Exercise aim: Every line of the records that holds the word "graph" should be copied out.

↓

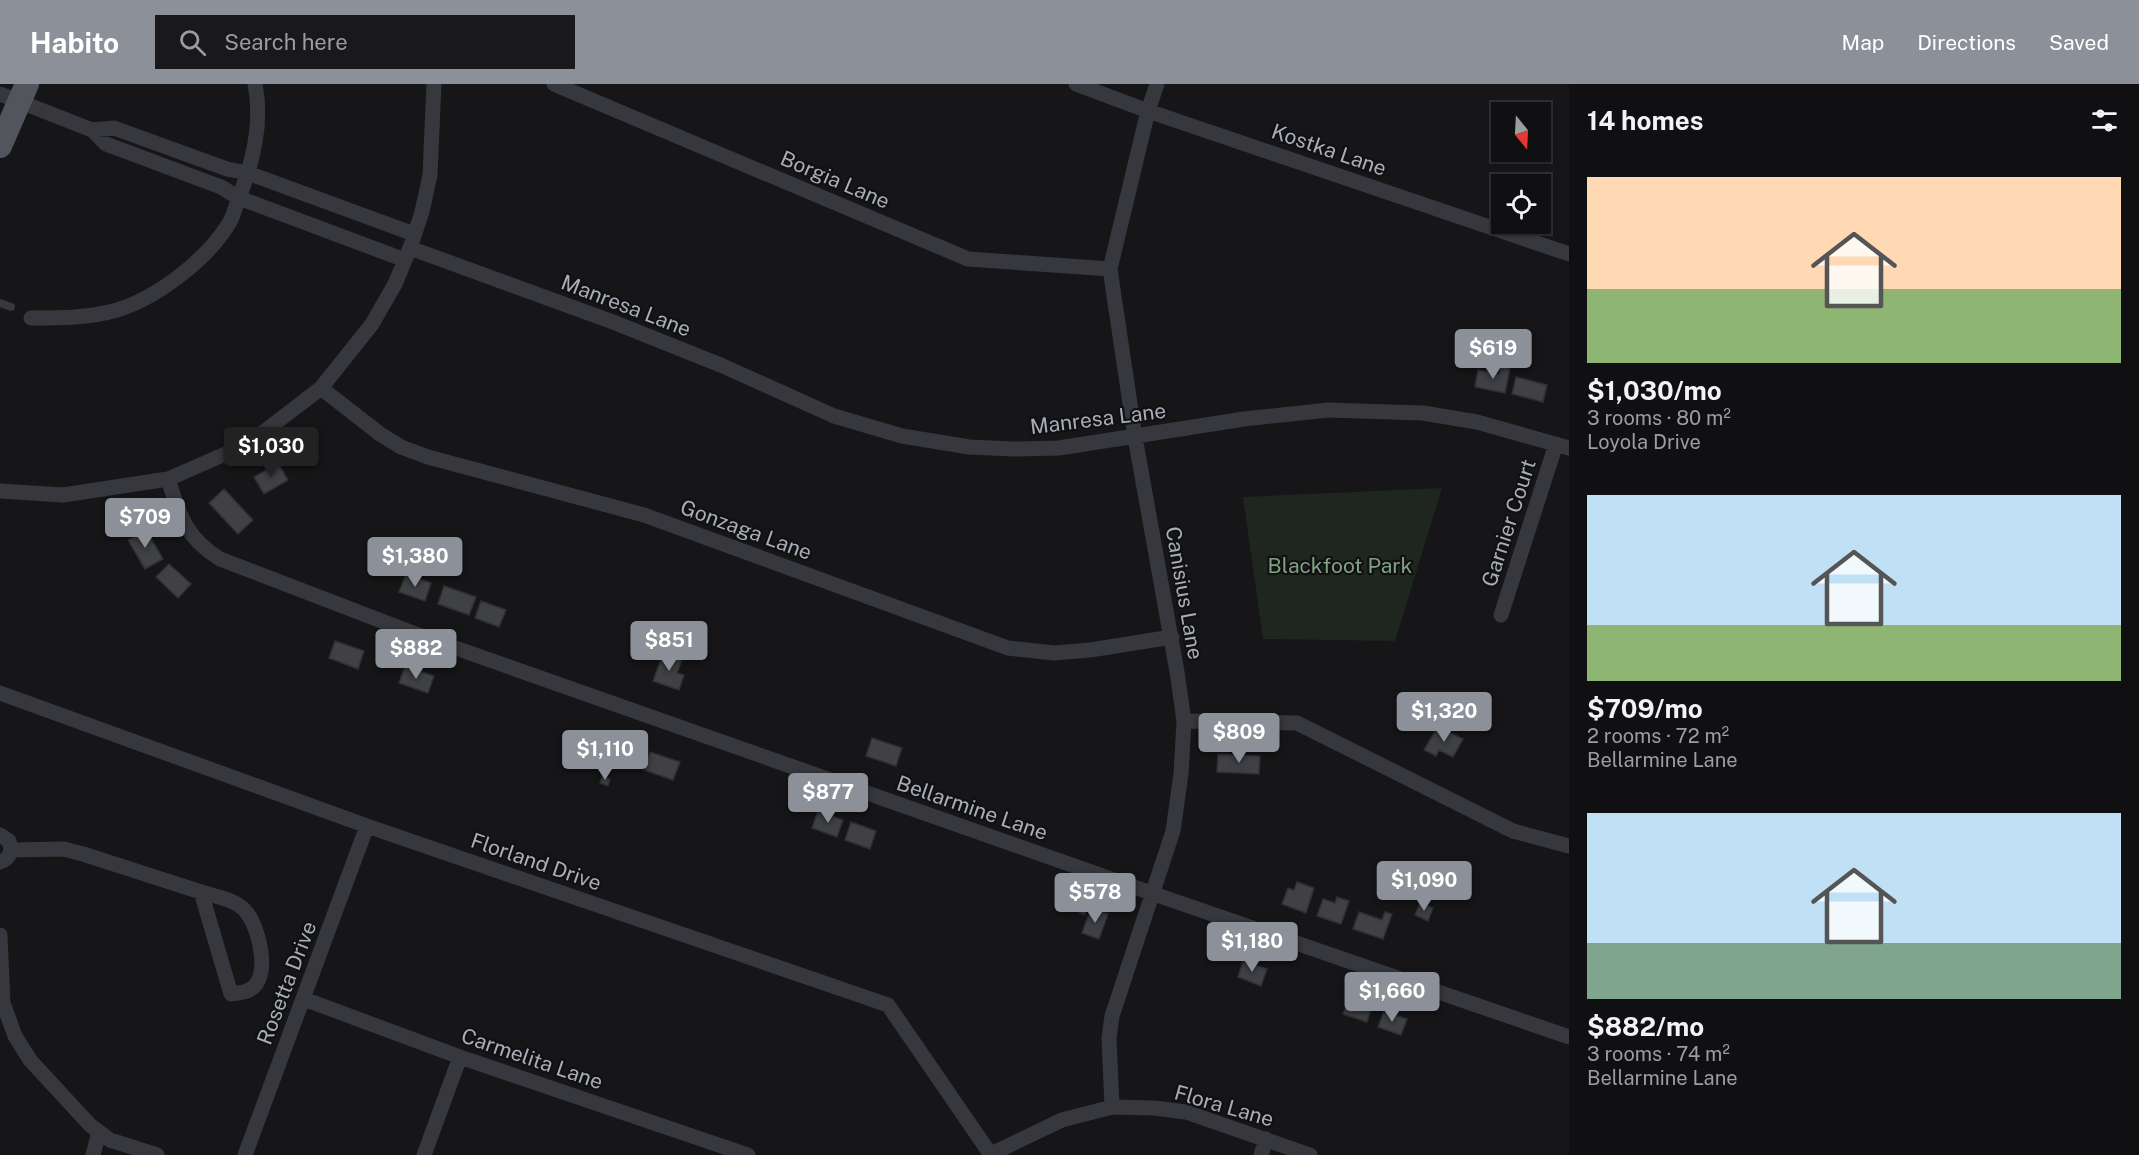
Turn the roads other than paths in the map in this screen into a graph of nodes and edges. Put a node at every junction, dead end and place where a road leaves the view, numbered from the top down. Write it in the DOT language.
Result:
graph roads {
  1 [pos="255,84"];
  2 [pos="434,84"];
  3 [pos="554,84"];
  4 [pos="1076,84"];
  5 [pos="1157,84"];
  6 [pos="15,93"];
  7 [pos="1148,111"];
  8 [pos="92,130"];
  9 [pos="0,146"];
  10 [pos="166,147"];
  11 [pos="159,164"];
  12 [pos="248,173"];
  13 [pos="239,198"];
  14 [pos="410,247"];
  15 [pos="1569,254"];
  16 [pos="1110,269"];
  17 [pos="0,303"];
  18 [pos="11,307"];
  19 [pos="31,318"];
  20 [pos="321,388"];
  21 [pos="1135,437"];
  22 [pos="1562,446"];
  23 [pos="168,479"];
  24 [pos="0,490"];
  25 [pos="1502,615"];
  26 [pos="1172,637"];
  27 [pos="0,693"];
  28 [pos="1184,721"];
  29 [pos="367,826"];
  30 [pos="0,835"];
  31 [pos="1569,846"];
  32 [pos="11,850"];
  33 [pos="0,862"];
  34 [pos="201,892"];
  35 [pos="1154,894"];
  36 [pos="0,935"];
  37 [pos="304,999"];
  38 [pos="1569,1037"];
  39 [pos="460,1057"];
  40 [pos="1112,1107"];
  41 [pos="99,1132"];
  42 [pos="1266,1139"];
  43 [pos="93,1155"];
  44 [pos="157,1155"];
  45 [pos="245,1155"];
  46 [pos="424,1155"];
  47 [pos="748,1155"];
  48 [pos="990,1155"];
  49 [pos="1262,1155"];
  50 [pos="1310,1155"];
  1 -- 12 [label="street"];
  2 -- 14 [label="street"];
  3 -- 16 [label="street, Borgia Lane"];
  4 -- 7 [label="street, Kostka Lane"];
  5 -- 7 [label="street, Canisius Lane"];
  6 -- 8 [label="street, Manresa Lane"];
  6 -- 9 [label="main road"];
  7 -- 15 [label="street, Kostka Lane"];
  7 -- 16 [label="street, Canisius Lane"];
  8 -- 10 [label="street, Manresa Lane"];
  8 -- 11 [label="street, Manresa Lane"];
  10 -- 11 [label="lane"];
  10 -- 12 [label="street, Manresa Lane"];
  11 -- 13 [label="street, Manresa Lane"];
  12 -- 13 [label="street"];
  12 -- 14 [label="street, Manresa Lane"];
  13 -- 14 [label="street, Manresa Lane"];
  13 -- 19 [label="street"];
  14 -- 20 [label="street"];
  14 -- 21 [label="street, Manresa Lane"];
  16 -- 21 [label="street, Canisius Lane"];
  17 -- 18 [label="lane"];
  20 -- 23 [label="street"];
  20 -- 26 [label="street, Gonzaga Lane"];
  21 -- 22 [label="street, Manresa Lane"];
  21 -- 26 [label="street, Canisius Lane"];
  22 -- 25 [label="street, Garnier Court"];
  23 -- 24 [label="street"];
  23 -- 35 [label="street, Bellarmine Lane"];
  26 -- 28 [label="street, Canisius Lane"];
  27 -- 29 [label="street, Florland Drive"];
  28 -- 31 [label="street"];
  28 -- 35 [label="street, Canisius Lane"];
  29 -- 37 [label="street, Rosetta Drive"];
  29 -- 48 [label="street, Florland Drive"];
  30 -- 32 [label="street"];
  32 -- 33 [label="street"];
  32 -- 34 [label="street"];
  34 -- 34 [label="street"];
  35 -- 38 [label="street, Bellarmine Lane"];
  35 -- 40 [label="street, Canisius Lane"];
  36 -- 41 [label="street"];
  37 -- 39 [label="street, Carmelita Lane"];
  37 -- 45 [label="street, Rosetta Drive"];
  39 -- 46 [label="street"];
  39 -- 47 [label="street, Carmelita Lane"];
  40 -- 42 [label="street, Flora Lane"];
  40 -- 48 [label="street, Flora Lane"];
  41 -- 43 [label="street"];
  41 -- 44 [label="street"];
  42 -- 49 [label="street"];
  42 -- 50 [label="street, Flora Lane"];
}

↑

Solved exercise:
Turn the roads other than paths in the map in this screen into a graph of nodes and edges. Put a node at every junction, dead end and place where a road leaves the view, numbered from the top down. Write it in the DOT language.
graph roads {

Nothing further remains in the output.